When the door finally flings open, he is greeted to the sight of his
step-mother Sharla’s (Gina Gershon) unclad nether regions, which is the last
thing he wants to see. He needs to talk to his father Ansel (Thomas Haden
Church). Chris mother, Ansel's ex-wife, has screwed Chris over yet again –
stealing the cocaine he got on credit from a drug dealer who now wants his
$6,000 or Chris' blood. But Chris has an idea on how to get the money. From
what his mother’s boyfriend has told him, his mother has a $50,000 insurance
policy, and his simple minded, younger sister Dottie (Juno Temple) is the
beneficiary. He has also heard about man – Killer Joe Cooper (Matthew
McConaughey), a Dallas detective, who has a side business of killing people.
After all, what good is this worthless woman doing anyone?
So, they meet with Killer Joe – who first stops by the
trailer, and finds Dottie alone. I’m not sure how old Dottie is supposed to be
– she refers to herself once as 12, but physically she is clearly older (Temple
is really 21, although admittedly a young looking 21), but mentally and
emotionally, describing her as 12 would be generous. He eventually meets with
Chris and Ansel, and doesn’t like the fact that he'll have to wait until the
insurance payout to get paid. However, he would be interested if they would
give him a retainer – Dottie.
The film is based upon the first play by Tracy Letts –
who also wrote the screenplay. Letts would later go onto win a Pulitzer Prize
for his brilliant August: Osage County, which when I saw it on Broadway a few
years ago, was the greatest theater going experience of my life (full
disclosure – I don’t go to many plays).
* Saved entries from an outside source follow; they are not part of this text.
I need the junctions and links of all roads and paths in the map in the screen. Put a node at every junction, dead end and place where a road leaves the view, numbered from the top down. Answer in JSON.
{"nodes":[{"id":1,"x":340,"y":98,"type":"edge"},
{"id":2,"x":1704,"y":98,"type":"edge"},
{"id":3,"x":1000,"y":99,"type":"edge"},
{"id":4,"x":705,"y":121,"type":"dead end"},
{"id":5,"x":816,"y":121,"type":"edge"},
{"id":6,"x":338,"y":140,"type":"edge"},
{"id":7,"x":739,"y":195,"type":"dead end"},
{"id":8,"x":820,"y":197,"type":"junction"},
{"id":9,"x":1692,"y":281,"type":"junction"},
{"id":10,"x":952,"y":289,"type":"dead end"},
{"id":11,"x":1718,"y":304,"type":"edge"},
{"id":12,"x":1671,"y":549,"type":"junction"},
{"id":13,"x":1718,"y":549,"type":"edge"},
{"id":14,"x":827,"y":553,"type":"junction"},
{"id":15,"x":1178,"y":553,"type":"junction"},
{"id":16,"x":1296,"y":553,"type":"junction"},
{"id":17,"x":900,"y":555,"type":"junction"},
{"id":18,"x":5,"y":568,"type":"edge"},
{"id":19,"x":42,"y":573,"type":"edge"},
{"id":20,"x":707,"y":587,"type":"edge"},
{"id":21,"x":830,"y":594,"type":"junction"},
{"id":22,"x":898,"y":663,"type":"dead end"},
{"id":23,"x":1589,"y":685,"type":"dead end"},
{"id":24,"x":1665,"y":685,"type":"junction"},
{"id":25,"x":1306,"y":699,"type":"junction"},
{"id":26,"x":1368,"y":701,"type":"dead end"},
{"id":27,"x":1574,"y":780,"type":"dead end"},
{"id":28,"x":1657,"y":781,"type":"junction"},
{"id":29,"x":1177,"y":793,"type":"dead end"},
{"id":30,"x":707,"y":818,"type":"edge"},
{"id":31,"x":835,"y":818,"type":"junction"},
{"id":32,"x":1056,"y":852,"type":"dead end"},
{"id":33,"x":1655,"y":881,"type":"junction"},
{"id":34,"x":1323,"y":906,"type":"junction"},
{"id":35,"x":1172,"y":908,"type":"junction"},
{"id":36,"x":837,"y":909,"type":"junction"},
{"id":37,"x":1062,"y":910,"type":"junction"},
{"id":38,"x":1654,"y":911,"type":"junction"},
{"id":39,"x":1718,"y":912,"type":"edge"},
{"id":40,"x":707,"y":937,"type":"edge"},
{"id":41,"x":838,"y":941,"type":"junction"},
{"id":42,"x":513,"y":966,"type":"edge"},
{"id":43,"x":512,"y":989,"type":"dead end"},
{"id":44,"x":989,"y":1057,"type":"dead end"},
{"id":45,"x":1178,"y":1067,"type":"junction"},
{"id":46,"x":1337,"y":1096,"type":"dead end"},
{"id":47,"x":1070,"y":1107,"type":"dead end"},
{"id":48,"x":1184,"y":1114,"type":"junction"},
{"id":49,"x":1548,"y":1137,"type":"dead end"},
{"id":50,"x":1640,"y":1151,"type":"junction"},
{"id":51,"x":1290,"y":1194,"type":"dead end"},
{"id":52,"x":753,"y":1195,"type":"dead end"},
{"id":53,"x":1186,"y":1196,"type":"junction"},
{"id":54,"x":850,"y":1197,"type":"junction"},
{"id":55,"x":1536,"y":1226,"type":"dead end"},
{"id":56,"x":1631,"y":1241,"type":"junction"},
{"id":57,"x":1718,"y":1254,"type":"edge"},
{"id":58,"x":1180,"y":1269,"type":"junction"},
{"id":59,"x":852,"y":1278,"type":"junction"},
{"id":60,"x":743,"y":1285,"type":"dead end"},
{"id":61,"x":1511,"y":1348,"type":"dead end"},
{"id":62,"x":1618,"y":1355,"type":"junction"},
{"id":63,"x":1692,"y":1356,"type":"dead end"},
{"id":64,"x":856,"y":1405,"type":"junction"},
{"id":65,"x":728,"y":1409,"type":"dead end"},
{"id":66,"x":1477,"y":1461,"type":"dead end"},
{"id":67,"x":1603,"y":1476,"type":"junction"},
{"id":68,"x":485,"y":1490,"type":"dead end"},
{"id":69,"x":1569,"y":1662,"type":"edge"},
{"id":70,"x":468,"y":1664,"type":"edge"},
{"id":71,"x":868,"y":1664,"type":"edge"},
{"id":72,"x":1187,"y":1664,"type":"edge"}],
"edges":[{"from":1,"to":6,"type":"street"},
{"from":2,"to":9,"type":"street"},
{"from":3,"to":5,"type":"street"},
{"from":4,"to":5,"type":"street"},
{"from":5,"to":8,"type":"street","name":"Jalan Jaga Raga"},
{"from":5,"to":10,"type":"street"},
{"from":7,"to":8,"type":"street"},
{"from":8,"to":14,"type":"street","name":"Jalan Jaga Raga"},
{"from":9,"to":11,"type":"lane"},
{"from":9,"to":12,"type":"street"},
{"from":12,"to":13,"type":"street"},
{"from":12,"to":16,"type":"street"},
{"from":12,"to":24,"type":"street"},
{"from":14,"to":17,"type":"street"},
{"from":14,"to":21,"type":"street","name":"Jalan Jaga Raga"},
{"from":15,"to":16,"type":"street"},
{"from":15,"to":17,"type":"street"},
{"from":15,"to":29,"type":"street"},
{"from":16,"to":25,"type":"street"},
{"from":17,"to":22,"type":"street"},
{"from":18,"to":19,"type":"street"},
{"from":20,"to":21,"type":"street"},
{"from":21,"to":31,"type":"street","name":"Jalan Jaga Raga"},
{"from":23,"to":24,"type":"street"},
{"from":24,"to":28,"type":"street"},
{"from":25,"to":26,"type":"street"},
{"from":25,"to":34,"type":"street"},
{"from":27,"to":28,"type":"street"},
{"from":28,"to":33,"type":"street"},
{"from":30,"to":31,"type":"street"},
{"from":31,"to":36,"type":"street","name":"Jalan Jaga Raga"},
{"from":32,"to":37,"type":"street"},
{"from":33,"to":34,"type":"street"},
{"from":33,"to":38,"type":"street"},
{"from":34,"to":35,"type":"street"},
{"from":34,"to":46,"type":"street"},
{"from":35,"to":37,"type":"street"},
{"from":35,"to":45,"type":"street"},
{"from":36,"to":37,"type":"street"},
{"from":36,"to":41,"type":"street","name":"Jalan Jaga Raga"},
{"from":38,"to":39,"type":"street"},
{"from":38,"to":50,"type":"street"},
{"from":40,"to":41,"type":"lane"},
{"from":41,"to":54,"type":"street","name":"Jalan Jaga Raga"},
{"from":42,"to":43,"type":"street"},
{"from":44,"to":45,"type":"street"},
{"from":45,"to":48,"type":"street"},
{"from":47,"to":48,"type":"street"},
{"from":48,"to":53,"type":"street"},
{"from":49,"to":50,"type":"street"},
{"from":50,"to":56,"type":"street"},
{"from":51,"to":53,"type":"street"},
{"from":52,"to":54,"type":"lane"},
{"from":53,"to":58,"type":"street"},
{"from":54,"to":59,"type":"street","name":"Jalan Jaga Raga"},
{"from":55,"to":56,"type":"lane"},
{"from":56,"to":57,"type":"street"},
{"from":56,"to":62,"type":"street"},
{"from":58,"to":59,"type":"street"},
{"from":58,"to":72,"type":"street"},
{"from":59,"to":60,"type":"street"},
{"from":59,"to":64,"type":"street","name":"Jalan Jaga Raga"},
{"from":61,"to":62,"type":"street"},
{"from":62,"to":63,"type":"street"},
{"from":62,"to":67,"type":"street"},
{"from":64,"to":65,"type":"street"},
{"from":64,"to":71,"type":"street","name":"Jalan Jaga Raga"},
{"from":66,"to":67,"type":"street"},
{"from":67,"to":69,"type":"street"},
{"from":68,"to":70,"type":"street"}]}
If the two plays share anything in common,
it’s that they center on a dysfunctional family – although if the characters in
August: Osage County could see the Smiths, they would feel pretty damn good
about themselves.
Letts makes no attempt to hide his contempt for his
characters or make them sympathetic in any way. In fact, he openly mocks them,
mostly through Killer Joe who has a number of darkly comic lines that you
cannot help but laugh at, because they're funny and true, and delivered by a
pitch perfect Matthew McConaughey. McConaughey has remade his image in the past
couple of years, taking on more challenging roles than the romcoms that he
known for. Much like his brilliant work in Steven Soderberghs Magic Mike
earlier this summer, McConaughey uses his natural charms in much darker way than
in the past. He is great in every scene in this movie – as the cold psychopath
who will eventually torment, humiliate, and beat pretty much every other
character in the movie. But there are two scenes that are truly chilling – one
is when he slowly, surely "seduces" Dottie out of her virginity,
which is as chilling as anything in recent memory – and most likely the reason
the film got an NC-17 rating in America, even though there is nothing overtly,
visually graphic about the scene. Then there is another – undoubtedly the
cruelest scene you will see this year – as after he breaks Sharla's nose, he
completely humiliates her by making her perform fellatio on a piece of fried
chicken. If that sounds ridiculous or comical, you have to see the movie to see
just how it plays. McConaughey finds a new level of depravity behind those eyes
I have often thought looked vacant in the past. This is one of the very best
performances of the year so far.
Not to be outdone, the rest of the cast raises their
game to match him. Emile Hirsch is an interesting choice to play Chris, but a
great one. He has often played smart characters, who still end up getting in
over their heads. Here, he is simply a guy who thinks he’s smarter than
everyone else, when in reality, he’s just as stupid as the rest of them –
perhaps more so, since he cannot tell when he’s being set up. Thomas Haden
Church gives his best performance since his comeback role in Sideways as the
dim Ansel, who may be an idiot, but at least seems to know what is best for him
at any given time – no matter who has to screw over. Gina Gershon lets it all
hang out – literally and figuratively – in her performance, crafting an
instantly hateable character in Shayla, who still doesn’t deserve what she
gets. I doubt many actresses would sign up to do what she does in this film –
let alone be able to pull it off. And then there’s Juno Temple as Dottie, who
may seem sweet, naïve and stuck in a permanent state of arrested development,
until, that is, you listen to just what she is saying. She may well not be as
naïve as he appears to be – as she presents herself to everyone else in the
film. And the final shot in the movie may just imply she isn’t quite as stupid
as he appears either.
The film was directed by William Friedkin, who had two
huge hits back in the 1970s with The French Connection and The Exorcist, and
has spent the last 40 years doing dark thrillers and action movies, some of
which are great (To Live and Die in LA, Sorcerer) and some of which clearly are
not (Jade). He found new life teaming with Letts in 2007 to adapt the play Bug
– starring a brilliant Michael Shannon and Ashley Judd, and is the most claustrophobic
film this side of Roman Polanski's Repulsion. Teaming up with Letts again, the
two have outdone themselves. The film is supposedly set in Dallas, but we see
none of the wealth associated with the city, but just the broken down parts
that are usually ignored. This is a world of low rent trailer parks, with
barking pit bulls outside, sleazy strip clubs, dirty garages, off tracking
betting establishments, and a closed pool parlor. I assume that most of the
play was set in the family’s trailer – where most of the movie takes place –
but while Friedkin certainly opens the play up a bit, it wallows in the same
sort of poverty stricken wasteland. The cinematography by the great Caleb
Deschannel, captures this in all its seedy glory.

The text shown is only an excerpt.